Gabriele Rossetti (1783 – 1854)

Gabriele Rossetti (1783 – 1854)

The Pre-Raphaelite’s were championed by John Ruskin (1819 – 1900) was the leading English art critic of the Victorian era. From the 1850s, Ruskin championed the Pre-Raphaelites who were influenced by his ideas, and who provided the antecedents for the development of modernism. Ruskin knew and respected Darwin personally, though he also attacked aspects of Darwinian theory. Ruskin’s gravestone at Coniston where he is buried betrays his occult beliefs, featuring Celtic triskele symbols, a swastika within a Maltese Cross, and St. George slaying a dragon.

The Damsel of the Sanct Grael by Dante Gabriel Rossetti (1874)

The Damsel of the Sanct Grael by Dante Gabriel Rossetti (1874)
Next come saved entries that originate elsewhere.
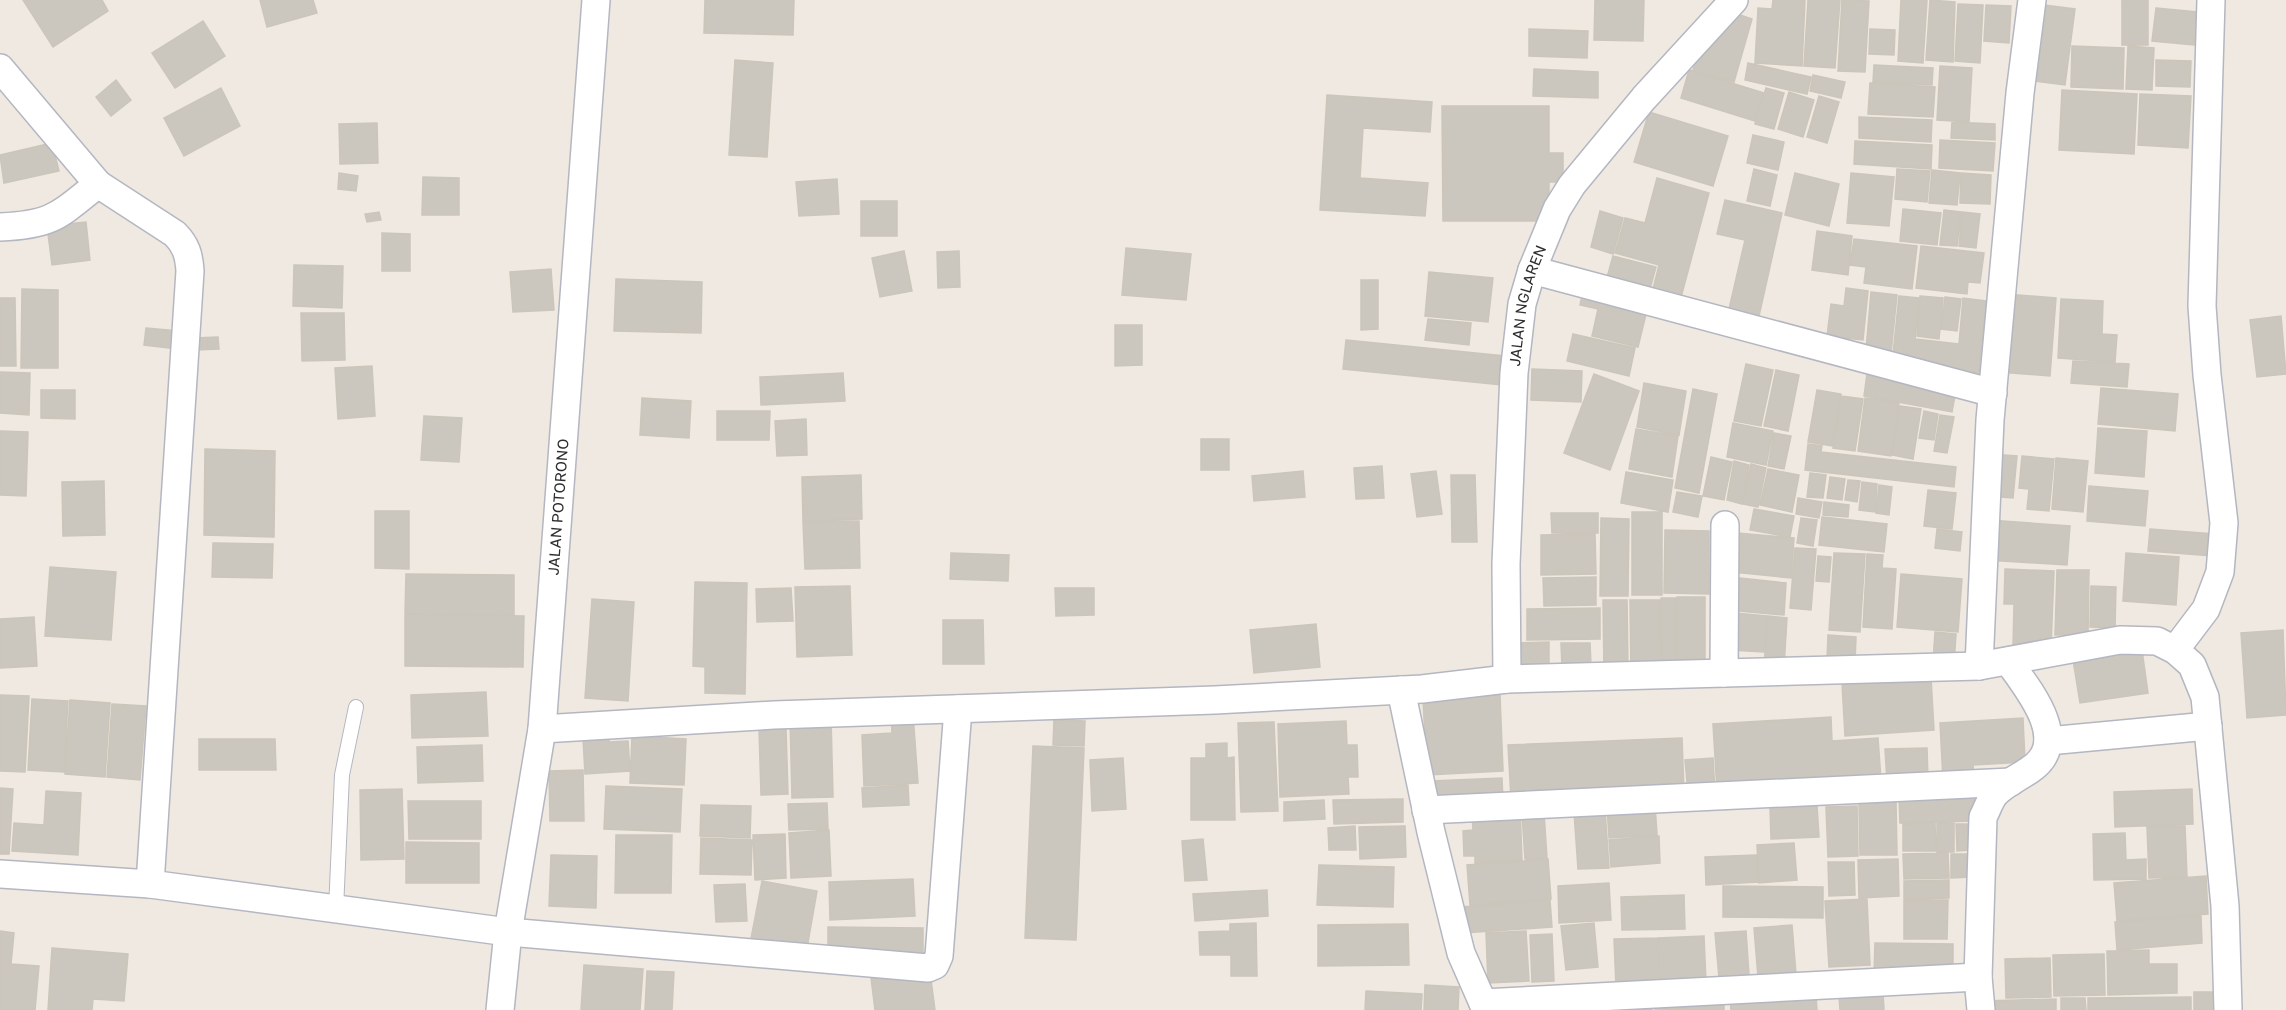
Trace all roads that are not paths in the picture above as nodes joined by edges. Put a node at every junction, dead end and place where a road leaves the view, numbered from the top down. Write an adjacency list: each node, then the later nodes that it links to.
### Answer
1 (596, 0): 20 (street, JALAN POTORONO)
2 (1734, 0): 8 (street, JALAN NGLAREN)
3 (2032, 0): 9 (street)
4 (2211, 0): 11 (street)
5 (0, 68): 6 (street)
6 (98, 184): 7 (street); 25 (street)
7 (0, 227)
8 (1532, 270): 9 (street); 15 (street, JALAN NGLAREN)
9 (1993, 393): 13 (street)
10 (1725, 525): 14 (street)
11 (2175, 650): 12 (street); 19 (street)
12 (2008, 661): 13 (street); 21 (street)
13 (1979, 666): 14 (street)
14 (1724, 674): 15 (street)
15 (1507, 680): 16 (street)
16 (1401, 690): 18 (street); 23 (street)
17 (356, 707): 26 (lane)
18 (958, 709): 20 (street); 27 (street)
19 (2208, 726): 21 (street); 32 (street)
20 (542, 729): 27 (street, JALAN POTORONO)
21 (2048, 741): 22 (street)
22 (2011, 782): 23 (street); 28 (street)
23 (1426, 810): 29 (street)
24 (0, 874): 25 (street)
25 (150, 884): 26 (street)
26 (336, 909): 27 (street)
27 (508, 932): 30 (street, JALAN POTORONO)
28 (1978, 977): 29 (street); 31 (street)
29 (1485, 1006)
30 (500, 1010)
31 (1981, 1010)
32 (2228, 1010)

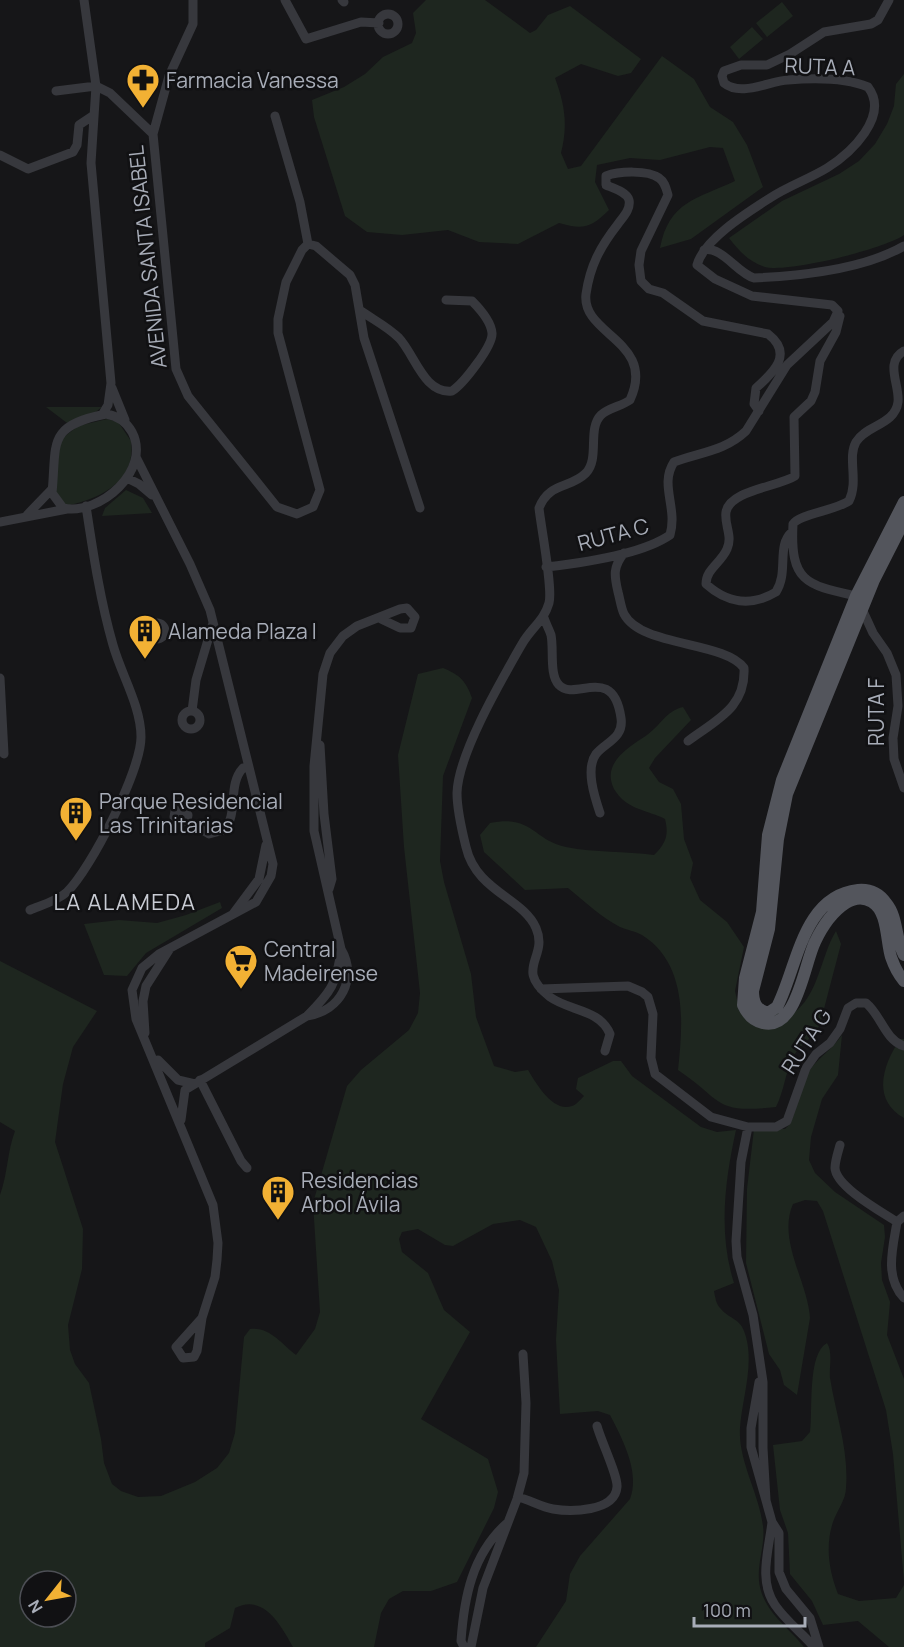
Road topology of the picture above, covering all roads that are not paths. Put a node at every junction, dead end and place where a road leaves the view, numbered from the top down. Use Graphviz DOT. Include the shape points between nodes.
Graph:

William Morris and C. R. Ashbee (the Guild of Handicraft) were keen disciples, and through them Ruskin’s legacy can be traced in the arts and crafts movement. Dante had a relationship with the model Jane Morris, who married William Morris, and for both of whom she served as muse. Eliza Doolittle in Bernard Shaw’s play Pygmalion (1914) and the later film My Fair Lady was based on Jane Morris. Dante’s work also influenced the European Symbolists, a late nineteenth-century art movement of French, Russian and Belgian origin in poetry and other arts. In literature, the style had its beginnings with the publication Les Fleurs du mal (“The Flowers of Evil,” 1857) by Charles Baudelaire, which signaled the birth of modernism in literature.[47]

Dante and his circle were deeply interested in Arthurian legends. In the late 1850’s, Dante painted scenes from Malory’s Morte D’Arthur in fresco in the Oxford Union Debating Society hall, and completed three Arthurian illustrations for the Moxon edition of Tennyson. In 1856, William Morris commissioned Dante to paint The Damsel of the Sanct Grael, which reinforced the association of the grail with Christ’s blood. In Dante’s painting, the grail maiden holds the devices of the Eucharist in her left hand: the golden chalice brimming with blood and a basket of bread over which a folded white cloth is draped. Her right hand is raised in a gesture of benediction. Over her head hovers the white dove of the Holy Spirit with outstretched wings and bearing a smoke-emitting censer in its mouth.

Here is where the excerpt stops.